Write out the data that follows. Keep every character unchanged.

RECORDS FOR THIS TASK Block Start

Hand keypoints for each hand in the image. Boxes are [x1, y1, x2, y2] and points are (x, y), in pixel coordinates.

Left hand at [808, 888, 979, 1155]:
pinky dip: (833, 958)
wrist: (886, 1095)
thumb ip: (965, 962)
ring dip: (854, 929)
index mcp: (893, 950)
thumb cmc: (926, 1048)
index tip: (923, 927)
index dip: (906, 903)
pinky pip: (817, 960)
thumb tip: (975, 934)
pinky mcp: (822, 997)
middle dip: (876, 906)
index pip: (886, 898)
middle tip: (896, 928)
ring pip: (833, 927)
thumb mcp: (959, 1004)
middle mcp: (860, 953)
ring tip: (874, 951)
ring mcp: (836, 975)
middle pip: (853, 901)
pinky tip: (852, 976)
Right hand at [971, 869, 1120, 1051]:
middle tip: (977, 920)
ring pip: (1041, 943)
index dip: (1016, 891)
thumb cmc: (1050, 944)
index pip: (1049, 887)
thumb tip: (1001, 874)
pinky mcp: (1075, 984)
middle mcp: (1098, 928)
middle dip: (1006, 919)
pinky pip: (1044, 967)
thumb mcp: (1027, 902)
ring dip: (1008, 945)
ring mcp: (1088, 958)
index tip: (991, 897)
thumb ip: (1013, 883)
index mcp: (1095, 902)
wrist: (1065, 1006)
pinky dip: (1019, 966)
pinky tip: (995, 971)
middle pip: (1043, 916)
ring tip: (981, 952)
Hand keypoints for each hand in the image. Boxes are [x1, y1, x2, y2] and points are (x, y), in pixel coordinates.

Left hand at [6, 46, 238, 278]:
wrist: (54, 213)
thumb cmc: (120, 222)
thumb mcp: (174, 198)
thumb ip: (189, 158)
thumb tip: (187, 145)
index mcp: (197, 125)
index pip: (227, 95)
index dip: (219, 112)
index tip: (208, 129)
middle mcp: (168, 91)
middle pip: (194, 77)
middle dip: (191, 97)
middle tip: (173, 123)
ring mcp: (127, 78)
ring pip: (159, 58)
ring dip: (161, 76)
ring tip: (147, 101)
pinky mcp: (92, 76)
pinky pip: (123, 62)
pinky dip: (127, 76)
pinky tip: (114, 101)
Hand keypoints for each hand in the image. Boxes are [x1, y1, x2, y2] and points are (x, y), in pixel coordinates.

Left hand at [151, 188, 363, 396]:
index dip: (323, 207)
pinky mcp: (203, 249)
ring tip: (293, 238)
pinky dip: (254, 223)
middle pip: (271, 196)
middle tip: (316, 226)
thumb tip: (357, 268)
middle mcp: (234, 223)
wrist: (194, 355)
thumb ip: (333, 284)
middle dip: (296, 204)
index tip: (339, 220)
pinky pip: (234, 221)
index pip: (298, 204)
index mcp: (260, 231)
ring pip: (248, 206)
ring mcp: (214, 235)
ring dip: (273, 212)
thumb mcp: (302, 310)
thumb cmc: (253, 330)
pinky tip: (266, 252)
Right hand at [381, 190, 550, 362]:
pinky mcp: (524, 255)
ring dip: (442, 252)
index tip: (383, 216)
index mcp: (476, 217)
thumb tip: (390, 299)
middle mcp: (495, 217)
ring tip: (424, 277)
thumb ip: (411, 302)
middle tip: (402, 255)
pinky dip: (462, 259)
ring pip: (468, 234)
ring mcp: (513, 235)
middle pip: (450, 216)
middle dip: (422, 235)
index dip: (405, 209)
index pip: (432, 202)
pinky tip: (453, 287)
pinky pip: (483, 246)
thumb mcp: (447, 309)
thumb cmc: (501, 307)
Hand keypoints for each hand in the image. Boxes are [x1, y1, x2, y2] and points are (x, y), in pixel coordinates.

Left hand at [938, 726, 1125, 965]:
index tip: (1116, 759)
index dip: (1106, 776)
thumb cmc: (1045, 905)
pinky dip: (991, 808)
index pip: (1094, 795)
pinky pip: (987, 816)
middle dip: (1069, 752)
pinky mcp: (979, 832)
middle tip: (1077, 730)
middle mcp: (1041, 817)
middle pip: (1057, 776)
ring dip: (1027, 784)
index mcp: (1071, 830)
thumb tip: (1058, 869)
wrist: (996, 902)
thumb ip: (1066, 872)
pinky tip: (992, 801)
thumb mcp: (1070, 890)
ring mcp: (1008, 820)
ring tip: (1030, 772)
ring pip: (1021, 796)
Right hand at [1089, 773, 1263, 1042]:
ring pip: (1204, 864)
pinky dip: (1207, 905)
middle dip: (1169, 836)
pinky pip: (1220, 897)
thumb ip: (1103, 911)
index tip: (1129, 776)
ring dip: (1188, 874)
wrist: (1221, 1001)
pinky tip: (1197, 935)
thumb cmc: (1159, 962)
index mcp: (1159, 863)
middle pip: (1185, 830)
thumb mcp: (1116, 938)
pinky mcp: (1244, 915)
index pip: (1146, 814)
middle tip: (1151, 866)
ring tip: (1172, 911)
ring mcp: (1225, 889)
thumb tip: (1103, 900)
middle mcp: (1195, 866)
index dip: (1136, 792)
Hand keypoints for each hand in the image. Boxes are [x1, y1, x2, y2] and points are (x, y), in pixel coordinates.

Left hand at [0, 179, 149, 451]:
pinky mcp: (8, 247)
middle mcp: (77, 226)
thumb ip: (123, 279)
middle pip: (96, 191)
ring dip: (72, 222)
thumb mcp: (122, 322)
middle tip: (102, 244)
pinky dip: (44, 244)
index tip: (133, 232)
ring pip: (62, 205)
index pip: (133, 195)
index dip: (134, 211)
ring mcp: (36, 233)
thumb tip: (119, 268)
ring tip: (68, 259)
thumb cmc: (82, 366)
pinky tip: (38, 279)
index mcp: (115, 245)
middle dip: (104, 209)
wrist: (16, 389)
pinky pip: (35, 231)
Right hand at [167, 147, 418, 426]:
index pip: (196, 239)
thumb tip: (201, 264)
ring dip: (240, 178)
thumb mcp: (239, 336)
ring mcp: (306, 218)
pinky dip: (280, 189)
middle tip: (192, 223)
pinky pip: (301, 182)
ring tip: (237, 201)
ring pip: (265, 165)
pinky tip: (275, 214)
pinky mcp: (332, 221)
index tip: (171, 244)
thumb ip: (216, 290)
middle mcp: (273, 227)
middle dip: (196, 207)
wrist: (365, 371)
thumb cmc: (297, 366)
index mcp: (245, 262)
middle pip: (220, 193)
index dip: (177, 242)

RECORDS FOR THIS TASK Block End

WORKED SOLUTION:
Hand keypoints for each hand in the image. Boxes are [x1, y1, x2, y2] and points are (x, y), in pixel coordinates.

Left hand at [808, 888, 979, 1155]:
pinky dip: (833, 958)
wrist: (886, 1095)
thumb ip: (965, 962)
ring dip: (854, 929)
index mcp: (893, 950)
thumb cmc: (926, 1048)
index tip: (923, 927)
index dip: (906, 903)
pinky pip: (817, 960)
thumb tip: (975, 934)
pinky mcp: (822, 997)
middle dip: (876, 906)
index pip: (886, 898)
middle tip: (896, 928)
ring pip: (833, 927)
thumb mcp: (959, 1004)
middle mcp: (860, 953)
ring tip: (874, 951)
ring mcp: (836, 975)
middle pip: (853, 901)
pinky tip: (852, 976)
Right hand at [971, 869, 1120, 1051]:
middle tip: (977, 920)
ring pip: (1041, 943)
index dip: (1016, 891)
thumb cmc: (1050, 944)
index pip: (1049, 887)
thumb tip: (1001, 874)
pinky mcp: (1075, 984)
middle mcp: (1098, 928)
middle dip: (1006, 919)
pinky pip: (1044, 967)
thumb mcp: (1027, 902)
ring dip: (1008, 945)
ring mcp: (1088, 958)
index tip: (991, 897)
thumb ip: (1013, 883)
index mcp: (1095, 902)
wrist: (1065, 1006)
pinky dip: (1019, 966)
pinky tip: (995, 971)
middle pip: (1043, 916)
ring tip: (981, 952)
Hand keypoints for each hand in the image. Boxes are [x1, y1, x2, y2] and points are (x, y), in pixel coordinates.

Left hand at [6, 46, 238, 278]:
wrist: (54, 213)
thumb cmc: (120, 222)
thumb mcp: (174, 198)
thumb ip: (189, 158)
thumb tip: (187, 145)
index mcp: (197, 125)
index pip: (227, 95)
index dip: (219, 112)
index tip: (208, 129)
middle mcp: (168, 91)
middle pip: (194, 77)
middle dip: (191, 97)
middle tip: (173, 123)
ring mcp: (127, 78)
ring pip: (159, 58)
ring dip: (161, 76)
ring tip: (147, 101)
pinky mcp: (92, 76)
pinky pip: (123, 62)
pinky dip: (127, 76)
pinky tip: (114, 101)
Hand keypoints for each hand in the image. Boxes are [x1, y1, x2, y2] and points are (x, y), in pixel coordinates.

Left hand at [151, 188, 363, 396]:
index dip: (323, 207)
pinky mcp: (203, 249)
ring tip: (293, 238)
pinky dip: (254, 223)
middle pip: (271, 196)
middle tip: (316, 226)
thumb tip: (357, 268)
middle mcp: (234, 223)
wrist: (194, 355)
thumb ip: (333, 284)
middle dip: (296, 204)
index tip: (339, 220)
pinky pip: (234, 221)
index pip: (298, 204)
index mcp: (260, 231)
ring pip: (248, 206)
ring mcp: (214, 235)
ring dip: (273, 212)
thumb mcp: (302, 310)
thumb cmc: (253, 330)
pinky tip: (266, 252)
Right hand at [381, 190, 550, 362]:
pinky mcp: (524, 255)
ring dip: (442, 252)
index tip: (383, 216)
index mcp: (476, 217)
thumb tip: (390, 299)
middle mcp: (495, 217)
ring tip: (424, 277)
thumb ip: (411, 302)
middle tip: (402, 255)
pinky dip: (462, 259)
ring pip: (468, 234)
ring mcp: (513, 235)
middle pip: (450, 216)
middle dip: (422, 235)
index dip: (405, 209)
index pip: (432, 202)
pinky tip: (453, 287)
pinky pip: (483, 246)
thumb mcp: (447, 309)
thumb cmc: (501, 307)
Hand keypoints for each hand in the image. Boxes are [x1, y1, x2, y2] and points are (x, y), in pixel coordinates.

Left hand at [938, 726, 1125, 965]:
index tip: (1116, 759)
index dip: (1106, 776)
thumb cmc: (1045, 905)
pinky dip: (991, 808)
index pip: (1094, 795)
pinky pip: (987, 816)
middle dip: (1069, 752)
pinky mcp: (979, 832)
middle tip: (1077, 730)
middle mcp: (1041, 817)
middle pip: (1057, 776)
ring dip: (1027, 784)
index mcp: (1071, 830)
thumb tip: (1058, 869)
wrist: (996, 902)
thumb ip: (1066, 872)
pinky tip: (992, 801)
thumb mcp: (1070, 890)
ring mcp: (1008, 820)
ring tip: (1030, 772)
ring pip: (1021, 796)
Right hand at [1089, 773, 1263, 1042]:
ring pip: (1204, 864)
pinky dip: (1207, 905)
middle dip: (1169, 836)
pinky pip: (1220, 897)
thumb ip: (1103, 911)
index tip: (1129, 776)
ring dip: (1188, 874)
wrist: (1221, 1001)
pinky tip: (1197, 935)
thumb cmc: (1159, 962)
index mcp: (1159, 863)
middle pip: (1185, 830)
thumb mcp: (1116, 938)
pinky mcp: (1244, 915)
index pip: (1146, 814)
middle tip: (1151, 866)
ring tip: (1172, 911)
ring mcp: (1225, 889)
thumb tip: (1103, 900)
middle mcp: (1195, 866)
index dip: (1136, 792)
Hand keypoints for each hand in the image. Boxes are [x1, y1, x2, y2] and points are (x, y), in pixel coordinates.

Left hand at [0, 179, 149, 451]:
pinky mcp: (8, 247)
middle mcp: (77, 226)
thumb ip: (123, 279)
middle pip: (96, 191)
ring dip: (72, 222)
thumb mcp: (122, 322)
middle tip: (102, 244)
pinky dip: (44, 244)
index tip: (133, 232)
ring pip: (62, 205)
index pip: (133, 195)
index dip: (134, 211)
ring mcp: (36, 233)
thumb tip: (119, 268)
ring tip: (68, 259)
thumb cmc: (82, 366)
pinky tip: (38, 279)
index mcp: (115, 245)
middle dip: (104, 209)
wrist: (16, 389)
pinky pip: (35, 231)
Right hand at [167, 147, 418, 426]:
index pip: (196, 239)
thumb tip: (201, 264)
ring dip: (240, 178)
thumb mcp: (239, 336)
ring mcp: (306, 218)
pinky dip: (280, 189)
middle tip: (192, 223)
pinky pip: (301, 182)
ring tip: (237, 201)
ring pip: (265, 165)
pinky tip: (275, 214)
pinky mcp: (332, 221)
index tip: (171, 244)
thumb ip: (216, 290)
middle mcp: (273, 227)
middle dip: (196, 207)
wrist: (365, 371)
thumb cmc: (297, 366)
index mcp: (245, 262)
middle pip: (220, 193)
index dip: (177, 242)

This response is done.